Starting with the “covered wagon” that was the converted collier USS Langley, and moving through a pair of huge converted battlecruisers USS Lexington and Saratoga, and the Navy’s first flattop designed from the keel up, USS Ranger, gave the Navy four lessons learned over a 15-year period in carrier design and development which led to the Yorktown class.
Designed in the early 1930s, these 19,800-ton vessels (26,000 fl) were nice floating landing strips some 824-feet long. Equipped with two catapults on the flight deck and a (useless) hangar deck level cat, these straight deck carriers featured three elevators and could accommodate a 90-plane air wing. Fast, at 32.5-knots, they could outstrip submarines and most battleships of the era, and a smattering of 5″/38, 1.1″/75 quads, and water-cooled Browning .50 cals provided defense against 1930s-era small surface combatants and planes. With long legs (12,500nm at 16 knots) they could travel the Pacific or Atlantic with ease and minimal tanker support.
Class leader, Yorktown (CV-5), was laid down in 1934 and made it to the fleet three years later, followed by the famous Enterprise (CV-6). The subject of our tale was the 7th USS Hornet on the Navy List and, like her two sisters was laid down at Newport News.

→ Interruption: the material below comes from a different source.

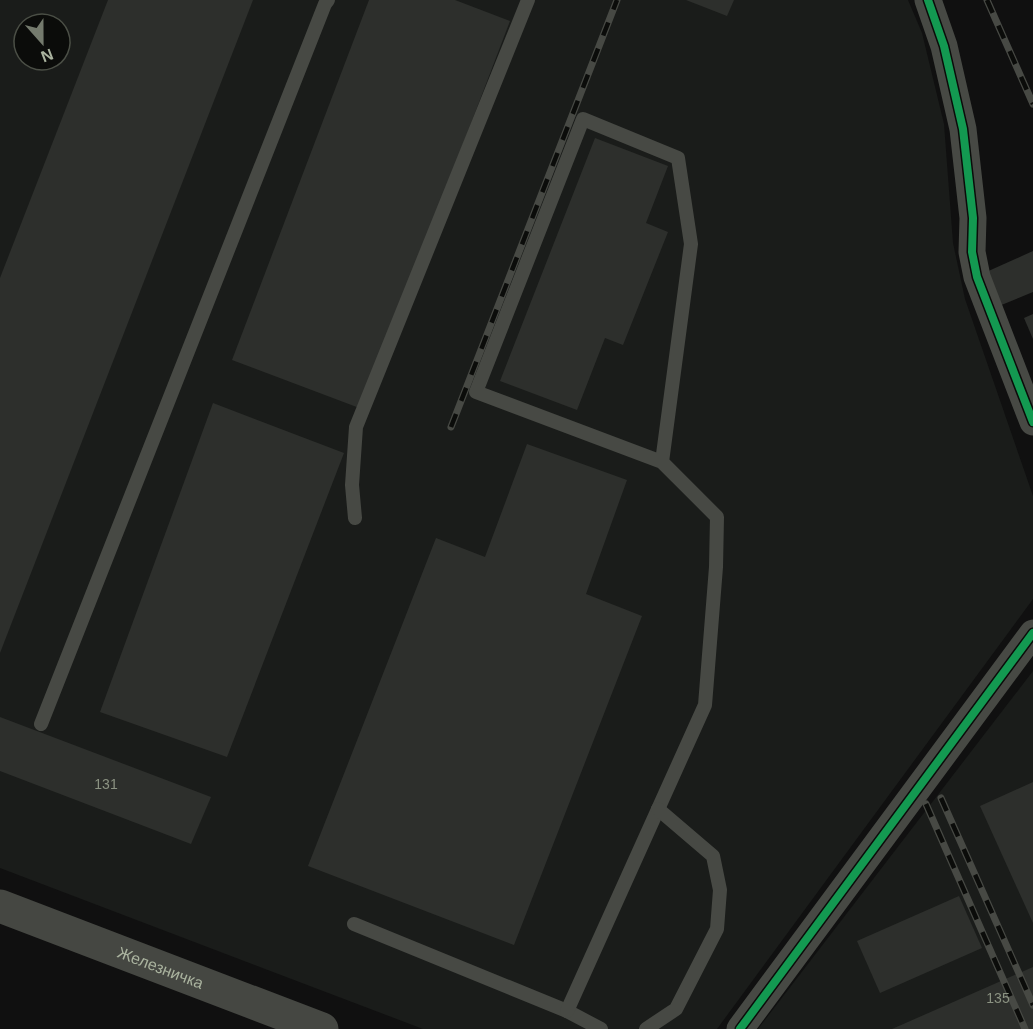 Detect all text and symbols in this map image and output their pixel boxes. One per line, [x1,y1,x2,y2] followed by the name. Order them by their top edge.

USS HORNET (CV-8) View taken while in drydock at Newport News Shipbuilding & Drydock Co., Virginia, from directly ahead, while in process of completion. View taken on 17 September 1941. Paint scheme appears to be peacetime “haze gray.” Catalog #: 19-N-26389
Hornet was commissioned 20 October 1941, two years after the rest of the world entered WWII and two months before the United States did the same. Her first commander was a scrappy fellow by the name of Captain Marc A. Mitscher.
USS Hornet (CV-8) Photographed circa late 1941, soon after completion, probably at a U.S. east coast port. A ferry boat and Eagle Boat (PE) are in the background. Catalog #: NH 81313
When the Japanese hit Pearl Harbor, Hornet was in Norfolk but was made ready for war in the Pacific, losing her .50cals in exchange for Oerlikon 20mm guns and picking up a camo scheme.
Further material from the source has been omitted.